[EXERCISE DIRECTIONS]
Search the records below for the string "pixel" and copy each line where it turns up.

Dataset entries
────

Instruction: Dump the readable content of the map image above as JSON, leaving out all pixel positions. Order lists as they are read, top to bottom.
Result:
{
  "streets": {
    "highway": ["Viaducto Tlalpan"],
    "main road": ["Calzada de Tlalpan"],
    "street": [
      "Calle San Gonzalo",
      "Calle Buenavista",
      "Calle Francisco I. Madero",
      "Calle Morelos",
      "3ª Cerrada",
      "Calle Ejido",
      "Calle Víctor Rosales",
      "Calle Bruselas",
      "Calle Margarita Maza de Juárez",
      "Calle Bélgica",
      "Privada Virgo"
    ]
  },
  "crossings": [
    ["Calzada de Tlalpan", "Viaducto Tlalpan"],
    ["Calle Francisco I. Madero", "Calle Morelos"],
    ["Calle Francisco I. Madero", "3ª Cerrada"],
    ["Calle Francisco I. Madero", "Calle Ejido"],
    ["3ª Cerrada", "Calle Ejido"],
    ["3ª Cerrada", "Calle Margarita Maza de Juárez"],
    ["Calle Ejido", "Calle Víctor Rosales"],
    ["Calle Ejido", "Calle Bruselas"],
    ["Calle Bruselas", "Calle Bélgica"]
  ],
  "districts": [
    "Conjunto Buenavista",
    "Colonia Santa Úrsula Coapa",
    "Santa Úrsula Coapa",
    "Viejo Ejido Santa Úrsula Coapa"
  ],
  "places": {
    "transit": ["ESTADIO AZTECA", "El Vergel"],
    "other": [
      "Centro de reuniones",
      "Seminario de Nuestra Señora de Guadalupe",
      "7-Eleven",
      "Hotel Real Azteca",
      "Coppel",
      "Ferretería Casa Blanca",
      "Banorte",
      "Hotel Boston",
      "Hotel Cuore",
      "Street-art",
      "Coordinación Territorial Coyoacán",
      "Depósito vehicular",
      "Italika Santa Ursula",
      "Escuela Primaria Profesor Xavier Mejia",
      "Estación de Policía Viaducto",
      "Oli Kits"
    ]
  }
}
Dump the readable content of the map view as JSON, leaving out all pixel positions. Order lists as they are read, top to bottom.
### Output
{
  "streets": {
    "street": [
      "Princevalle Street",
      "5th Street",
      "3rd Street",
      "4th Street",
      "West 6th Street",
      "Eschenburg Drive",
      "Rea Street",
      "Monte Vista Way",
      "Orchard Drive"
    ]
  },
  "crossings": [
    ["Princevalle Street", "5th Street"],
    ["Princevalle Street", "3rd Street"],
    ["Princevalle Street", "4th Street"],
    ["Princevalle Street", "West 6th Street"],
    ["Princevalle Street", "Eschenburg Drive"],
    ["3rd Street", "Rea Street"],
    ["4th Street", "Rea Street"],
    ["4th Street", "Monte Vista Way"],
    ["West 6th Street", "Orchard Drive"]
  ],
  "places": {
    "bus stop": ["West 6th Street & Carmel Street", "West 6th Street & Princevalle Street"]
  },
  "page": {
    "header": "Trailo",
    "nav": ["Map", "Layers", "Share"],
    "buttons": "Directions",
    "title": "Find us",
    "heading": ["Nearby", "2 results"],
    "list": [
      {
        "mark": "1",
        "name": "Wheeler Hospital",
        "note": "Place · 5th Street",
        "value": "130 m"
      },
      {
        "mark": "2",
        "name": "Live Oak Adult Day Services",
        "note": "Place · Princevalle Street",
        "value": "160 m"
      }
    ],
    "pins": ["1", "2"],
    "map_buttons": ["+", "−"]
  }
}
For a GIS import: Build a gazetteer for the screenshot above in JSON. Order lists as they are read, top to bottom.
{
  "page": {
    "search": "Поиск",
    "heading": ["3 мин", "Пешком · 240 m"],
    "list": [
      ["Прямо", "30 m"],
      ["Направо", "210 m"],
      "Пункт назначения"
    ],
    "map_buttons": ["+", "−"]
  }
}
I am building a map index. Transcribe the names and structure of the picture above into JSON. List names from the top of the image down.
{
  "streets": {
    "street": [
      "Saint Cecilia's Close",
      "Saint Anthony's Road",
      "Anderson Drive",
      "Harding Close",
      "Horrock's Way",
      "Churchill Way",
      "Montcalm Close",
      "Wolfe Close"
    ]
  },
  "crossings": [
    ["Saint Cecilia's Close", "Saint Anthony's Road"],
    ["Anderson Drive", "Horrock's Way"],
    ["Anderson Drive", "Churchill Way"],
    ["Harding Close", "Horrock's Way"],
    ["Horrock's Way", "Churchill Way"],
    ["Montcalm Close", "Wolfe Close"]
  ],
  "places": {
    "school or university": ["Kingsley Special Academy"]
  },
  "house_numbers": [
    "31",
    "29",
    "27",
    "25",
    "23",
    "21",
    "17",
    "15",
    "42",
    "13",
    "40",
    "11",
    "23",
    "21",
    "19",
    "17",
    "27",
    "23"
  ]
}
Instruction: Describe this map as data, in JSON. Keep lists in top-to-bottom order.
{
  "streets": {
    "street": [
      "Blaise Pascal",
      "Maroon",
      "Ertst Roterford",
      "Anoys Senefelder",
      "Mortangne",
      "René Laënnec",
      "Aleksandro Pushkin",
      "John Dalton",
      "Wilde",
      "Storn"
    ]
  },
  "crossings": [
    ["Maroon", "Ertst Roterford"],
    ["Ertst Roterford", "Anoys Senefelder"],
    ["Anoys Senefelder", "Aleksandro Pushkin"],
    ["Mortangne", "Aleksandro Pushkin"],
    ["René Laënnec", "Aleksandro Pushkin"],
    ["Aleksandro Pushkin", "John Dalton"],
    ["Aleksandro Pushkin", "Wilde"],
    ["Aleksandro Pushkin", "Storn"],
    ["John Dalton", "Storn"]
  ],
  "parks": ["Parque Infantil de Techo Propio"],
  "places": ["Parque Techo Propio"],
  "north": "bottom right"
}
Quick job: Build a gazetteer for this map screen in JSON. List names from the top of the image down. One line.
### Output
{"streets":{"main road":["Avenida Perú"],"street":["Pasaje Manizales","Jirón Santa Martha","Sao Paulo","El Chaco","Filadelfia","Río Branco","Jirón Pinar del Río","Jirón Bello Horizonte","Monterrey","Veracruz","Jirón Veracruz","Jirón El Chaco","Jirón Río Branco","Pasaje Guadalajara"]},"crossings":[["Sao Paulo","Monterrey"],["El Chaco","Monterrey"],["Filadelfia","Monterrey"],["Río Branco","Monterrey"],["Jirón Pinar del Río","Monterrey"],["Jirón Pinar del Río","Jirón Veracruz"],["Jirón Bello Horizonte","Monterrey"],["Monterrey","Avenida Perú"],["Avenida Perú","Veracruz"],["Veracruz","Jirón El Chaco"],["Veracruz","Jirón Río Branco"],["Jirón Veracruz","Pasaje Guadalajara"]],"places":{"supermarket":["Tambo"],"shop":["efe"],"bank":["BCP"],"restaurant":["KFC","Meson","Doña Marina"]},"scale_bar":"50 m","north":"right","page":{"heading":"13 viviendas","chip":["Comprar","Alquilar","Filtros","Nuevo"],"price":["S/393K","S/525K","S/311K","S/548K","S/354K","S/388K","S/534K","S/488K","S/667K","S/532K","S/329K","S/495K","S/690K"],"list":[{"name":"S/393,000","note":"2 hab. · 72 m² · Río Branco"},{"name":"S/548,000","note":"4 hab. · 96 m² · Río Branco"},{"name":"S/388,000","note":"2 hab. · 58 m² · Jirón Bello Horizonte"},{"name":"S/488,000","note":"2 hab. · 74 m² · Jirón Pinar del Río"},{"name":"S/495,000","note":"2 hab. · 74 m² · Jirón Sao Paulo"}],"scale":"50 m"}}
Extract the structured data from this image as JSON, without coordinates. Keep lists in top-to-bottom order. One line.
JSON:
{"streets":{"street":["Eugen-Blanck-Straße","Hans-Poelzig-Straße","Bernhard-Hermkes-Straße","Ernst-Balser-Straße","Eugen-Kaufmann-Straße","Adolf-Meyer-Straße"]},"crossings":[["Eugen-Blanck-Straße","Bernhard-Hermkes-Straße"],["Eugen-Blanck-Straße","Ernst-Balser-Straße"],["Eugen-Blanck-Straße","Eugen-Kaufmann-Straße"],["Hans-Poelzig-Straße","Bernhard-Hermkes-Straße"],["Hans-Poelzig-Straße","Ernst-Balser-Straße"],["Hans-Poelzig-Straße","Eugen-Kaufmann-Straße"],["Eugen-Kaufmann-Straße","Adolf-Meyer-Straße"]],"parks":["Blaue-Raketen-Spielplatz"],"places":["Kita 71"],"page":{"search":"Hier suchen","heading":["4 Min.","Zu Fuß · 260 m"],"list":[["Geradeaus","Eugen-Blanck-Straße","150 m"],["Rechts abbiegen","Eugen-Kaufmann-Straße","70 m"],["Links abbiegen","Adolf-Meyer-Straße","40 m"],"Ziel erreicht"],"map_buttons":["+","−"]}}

────

[THE ANSWER]
Instruction: Dump the readable content of the map image above as JSON, leaving out all pixel positions. Order lists as they are read, top to bottom.
Dump the readable content of the map view as JSON, leaving out all pixel positions. Order lists as they are read, top to bottom.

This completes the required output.